I now have a larger project that I must get done in a hurry. After much
thinking, I went to Borland's website and purchased C++ Builder 6.

I really tried to convince myself that I could do it faster in C#, but the
fact is, C++ Builder is a truly RAD development environment that doesn't
stop you from doing anything.

Hopefully one day I'll have a project that C# will fit, but if it needs to
be done in a hurry, I'll always fall back to C++ Builder.

"Gerry Hickman" <ge********@yahoo.co.uk> wrote in message
news:uK**************@TK2MSFTNGP14.phx.gbl...
Hi Darren,

You are right that a lot of things went downhill with the introduction of
.NET. I currently use JScript with ADO. I can write it in half the time,
with nothing more than a text editor and it runs on any windows machine
regardless of what "framework" is installed, with a few KB of overhead
instead of 65Mb, and fantastic speed. It works with everything from XML,
CSV, Acess JET, SQL Server etc.

I don't agree with you about DAO though, you should NOT use DAO - it
sucks.

The main focus of .NET is so that beginners can drag "controls" onto
"forms" without understanding what's going on behind the scenes. If you
need to do some serious programming, leave the .NET at home:)

Darren Fuller wrote:
my two cents..

I stared out using ms vb and ms access and borland delphi. Been using
them since they were all created. So, I've seen quite a few changes.
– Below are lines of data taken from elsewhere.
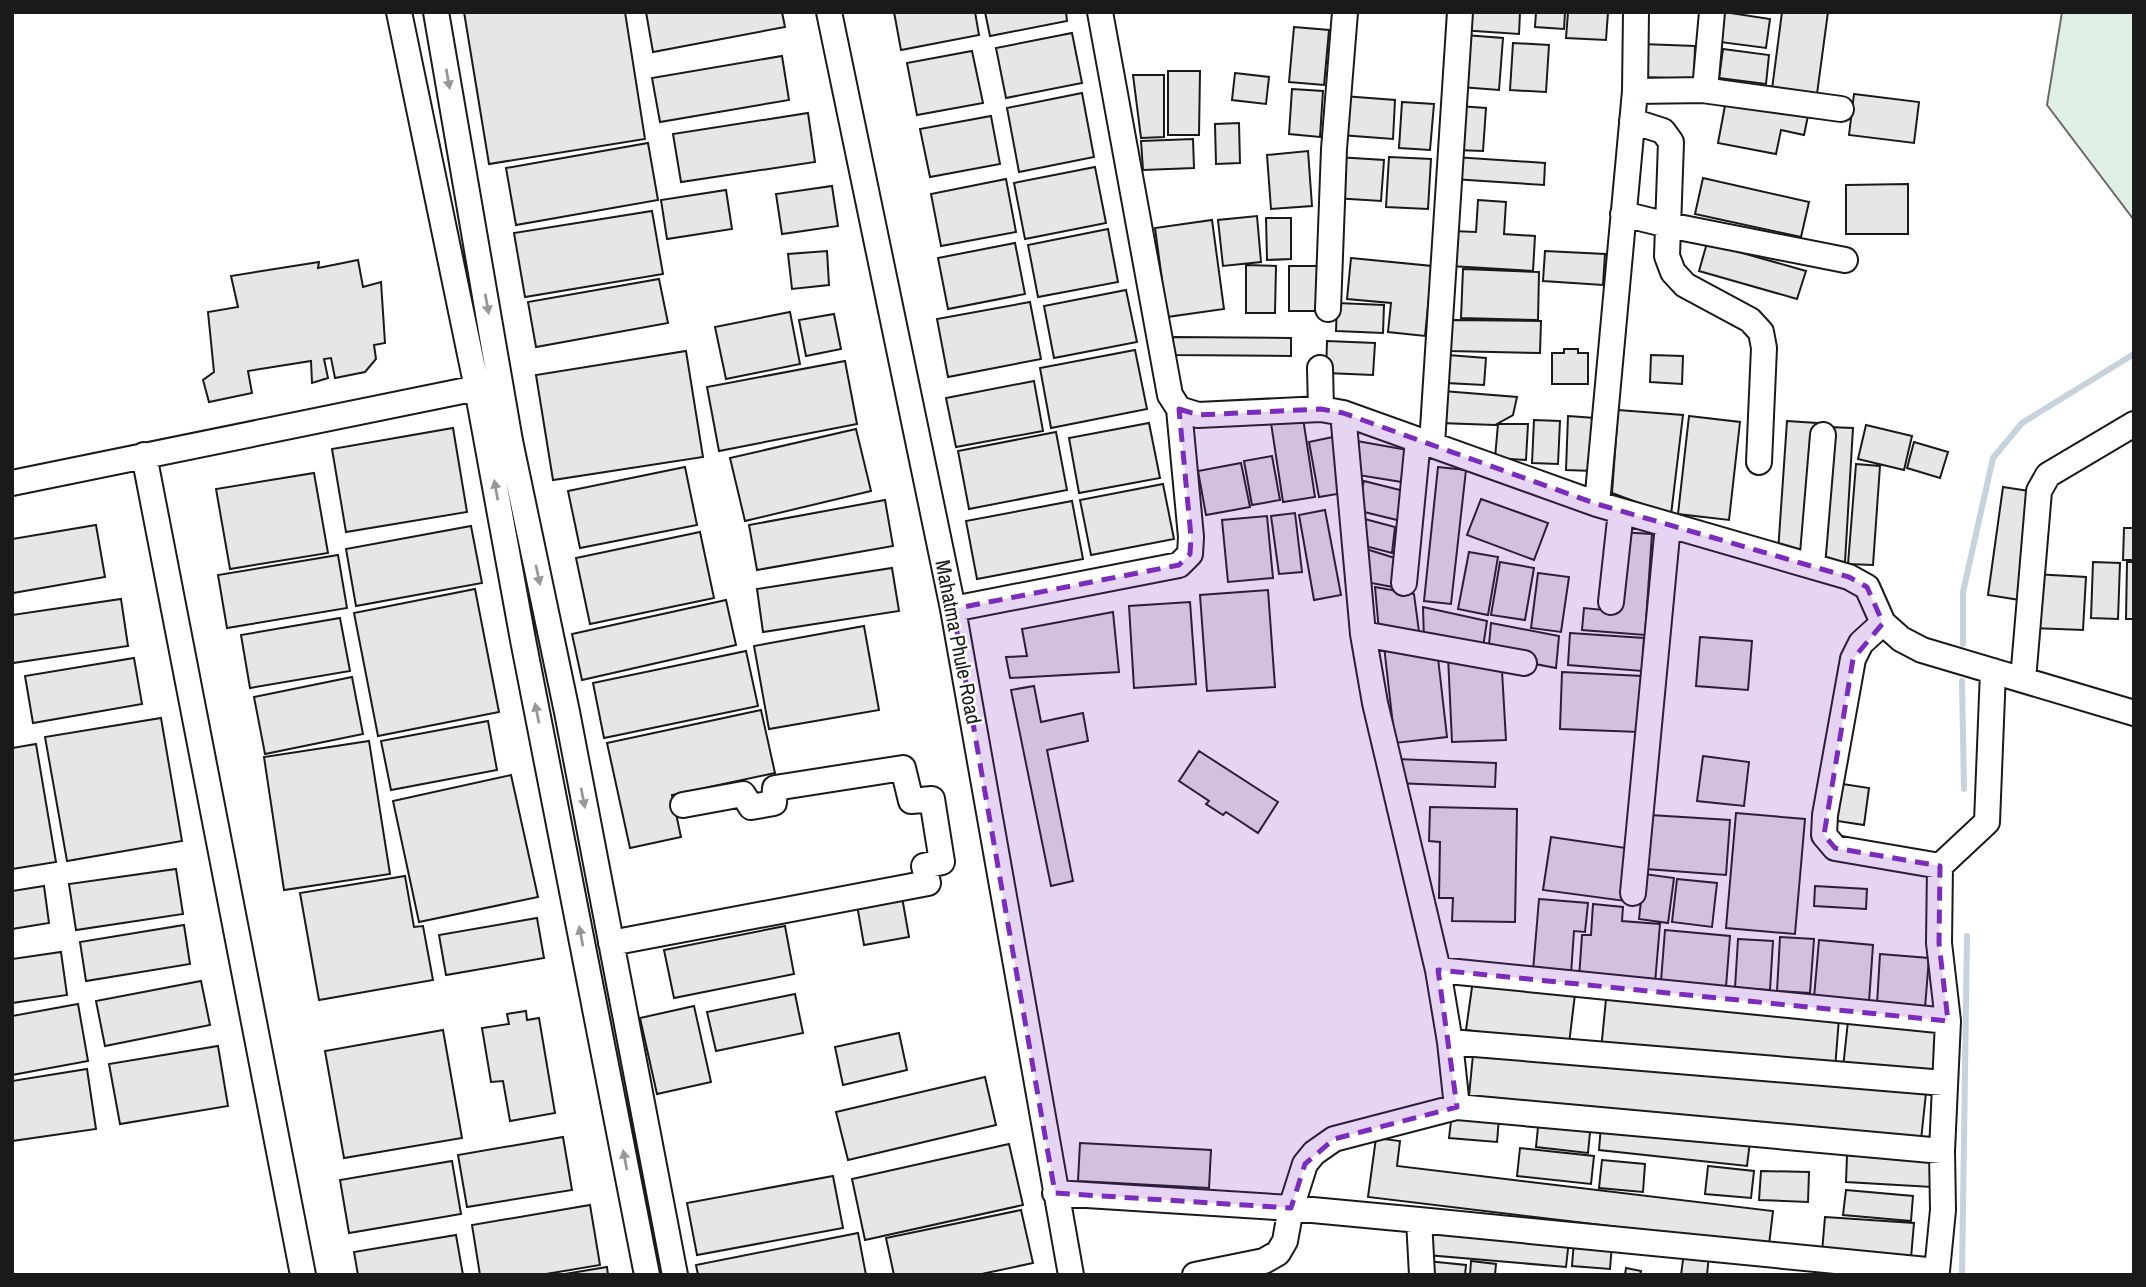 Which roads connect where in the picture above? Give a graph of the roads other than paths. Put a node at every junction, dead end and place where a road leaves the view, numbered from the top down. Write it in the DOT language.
graph roads {
  1 [pos="398,12"];
  2 [pos="436,12"];
  3 [pos="829,12"];
  4 [pos="1100,12"];
  5 [pos="1345,12"];
  6 [pos="1460,12"];
  7 [pos="1636,12"];
  8 [pos="1712,12"];
  9 [pos="1702,90"];
  10 [pos="1635,91"];
  11 [pos="1841,109"];
  12 [pos="1632,121"];
  13 [pos="1623,214"];
  14 [pos="1668,225"];
  15 [pos="1845,260"];
  16 [pos="1328,309"];
  17 [pos="1320,368"];
  18 [pos="477,388"];
  19 [pos="1179,409"];
  20 [pos="1332,411"];
  21 [pos="2134,424"];
  22 [pos="1823,435"];
  23 [pos="1425,442"];
  24 [pos="144,455"];
  25 [pos="1759,462"];
  26 [pos="12,483"];
  27 [pos="1597,504"];
  28 [pos="1621,511"];
  29 [pos="1668,525"];
  30 [pos="1812,566"];
  31 [pos="1404,583"];
  32 [pos="1611,602"];
  33 [pos="953,609"];
  34 [pos="1883,623"];
  35 [pos="1363,634"];
  36 [pos="1524,663"];
  37 [pos="1993,671"];
  38 [pos="2023,680"];
  39 [pos="2134,713"];
  40 [pos="683,805"];
  41 [pos="1940,866"];
  42 [pos="1633,893"];
  43 [pos="611,943"];
  44 [pos="1438,970"];
  45 [pos="1948,1021"];
  46 [pos="1450,1042"];
  47 [pos="1944,1083"];
  48 [pos="1457,1107"];
  49 [pos="1942,1151"];
  50 [pos="658,1188"];
  51 [pos="631,1193"];
  52 [pos="1055,1193"];
  53 [pos="1291,1208"];
  54 [pos="1419,1220"];
  55 [pos="1936,1273"];
  56 [pos="303,1275"];
  57 [pos="647,1275"];
  58 [pos="675,1275"];
  59 [pos="1071,1275"];
  60 [pos="1195,1275"];
  61 [pos="1422,1275"];
  1 -- 18 [label="street"];
  2 -- 43 [label="street, one-way"];
  3 -- 33 [label="street, Mahatma Phule Road"];
  4 -- 19 [label="street"];
  5 -- 16 [label="street"];
  6 -- 23 [label="street"];
  7 -- 10 [label="street"];
  8 -- 9 [label="street"];
  9 -- 10 [label="street"];
  9 -- 11 [label="street"];
  10 -- 12 [label="street"];
  12 -- 13 [label="street"];
  12 -- 14 [label="street"];
  13 -- 14 [label="street"];
  13 -- 27 [label="street"];
  14 -- 15 [label="street"];
  14 -- 25 [label="street"];
  17 -- 20 [label="street"];
  18 -- 24 [label="street"];
  51 -- 18 [label="street, one-way"];
  19 -- 20 [label="street"];
  19 -- 33 [label="street"];
  20 -- 23 [label="street"];
  20 -- 35 [label="street"];
  21 -- 38 [label="street"];
  22 -- 30 [label="street"];
  23 -- 27 [label="street"];
  23 -- 31 [label="street"];
  24 -- 26 [label="street"];
  24 -- 56 [label="street"];
  27 -- 28 [label="street"];
  28 -- 29 [label="street"];
  28 -- 32 [label="street"];
  29 -- 30 [label="street"];
  29 -- 42 [label="street"];
  30 -- 34 [label="street"];
  33 -- 52 [label="street, Mahatma Phule Road"];
  34 -- 37 [label="street"];
  34 -- 41 [label="street"];
  35 -- 36 [label="street"];
  35 -- 44 [label="street"];
  37 -- 38 [label="street"];
  37 -- 41 [label="street"];
  38 -- 39 [label="street"];
  40 -- 43 [label="street"];
  41 -- 45 [label="street"];
  43 -- 50 [label="street"];
  44 -- 45 [label="street"];
  44 -- 46 [label="street"];
  45 -- 47 [label="street"];
  46 -- 47 [label="street"];
  46 -- 48 [label="street"];
  47 -- 49 [label="street"];
  48 -- 49 [label="street"];
  48 -- 53 [label="street"];
  49 -- 55 [label="street"];
  50 -- 51 [label="street"];
  50 -- 58 [label="street"];
  51 -- 57 [label="street"];
  52 -- 53 [label="street"];
  52 -- 59 [label="street, Mahatma Phule Road"];
  53 -- 54 [label="street"];
  53 -- 60 [label="street"];
  54 -- 55 [label="street"];
  54 -- 61 [label="street"];
}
And
this has sometimes been painful.

I agree that you can't compare the objects in ADO.NET with previous
technologies. .Net changed a lot from DAO, ADO, and OLEDB. You can do
everything you used to - just a little differently, and sometimes a
little more work. I also wouldn't compare Borand and MS when it comes to
data access. I love Delphi and C++ builder but I haven't always been
thrilled with their options for data access, much less their
performance. But it was easy and powerful if used correctly.

All that being said..

I was quite upset when I discovered that the "OLD" functionality I was
used to was not incorporated within .NET, specifically the different
types of cursors and how they could be used. In my opinion it was not
necessary to completely remove these "options" from developers because
developers abused how they should be used. Microsoft could have created
a Recordset object as it was in the older versions within .NET and it
still would have value. To say that any object (DataSet, DataReader,
DataTable, etc) in .NET are the same as a Recordset isn't correct,
either. You can use the .NET objects to accomplish any of the old tasks
but they are not the same in their ease of use - you have to do a lot
more work to do some things. Also, not every application has to scale.
I've worked in environments
where I constantly put together small applications in VB or MS ACCESS
and I still used the old components (DAO, ADO) for these applications.
Why would I want a disconnected object from within MS ACCESS that's
going to reside on a client's pc and never go anywhere? For larger -
need to scale applications - ADO.NET is the best choice by far. Wishing
Microsoft would have giving me a Recordset I was famaliar with
does not make me a poor programmer. I don't like it when someone removes
a functionality either - And I know and use ADO.NET, VS.NET as well as
I've used other environments. I adapted. To me, having this
functionality in .NET would not have been a bad thing. But obviously, if
abused like before it could have casted a bad review for .NET. So, I
understand why it was not incorporated. But I don't have to like it. And
I can relate the original posters frustration with it. My only advice is
what most of the responders have offered. Learn ADO.NET as well as you
knew the other environments and make the best of it. So, I wouldn't say
that ADO.NET data access sucks. In all I think it
really is more versatile than pervious technologies. But that old
Recordset objects really rocks, even today when I need it. Too bad Def
Leopard can't say the same.

:-)

*** Sent via Developersdex http://www.developersdex.com ***
Don't just participate in USENET...get rewarded for it!

--
Gerry Hickman (London UK)

Jul 21 '05 #43

P: n/a
I agree with you Gerry. A lot has changed. Only time will tell where it
all goes. And I only use DAO in stand-alone Access applications -
because I can do it with my eyes closed. I know, I'm lazy. But with
those things the quicker the better. And all the ones I've done work
like a champ.

Relaxin, I agree with the RAD superiority with the Delphi/C++ Builder
environment. I've done a lot more with VB6 but nothing touches some of
the stuff I've done in Delphi. Delphi's probably not as powerful as C++
in some areas but it's always worked great for the stuff I've done. And
the third-party components are unbeatable. I've always wished if you
could morph the best parts of Delphi and VB you might come up with the
perfect environment. I like C++ Builder for C programming but I think
Borland cheesed on not porting the VCL from pascal to C. I redid a
couple of my Delphi apps in C++ Builder for grins and they ran a tad
slower than Delphi because of the fastcall/var swapping. But that could
have been my code. Either way it beats the hell out of MS Visual C++.
I've had people tell me they could build apps in MSVC++ as fast as
anything else but I've yet to see it. I know a couple guys that can come
close but Delphi is hard to beat in straight RAD development. But I'm
sure it's like anything. The more time you work in it the better ya get.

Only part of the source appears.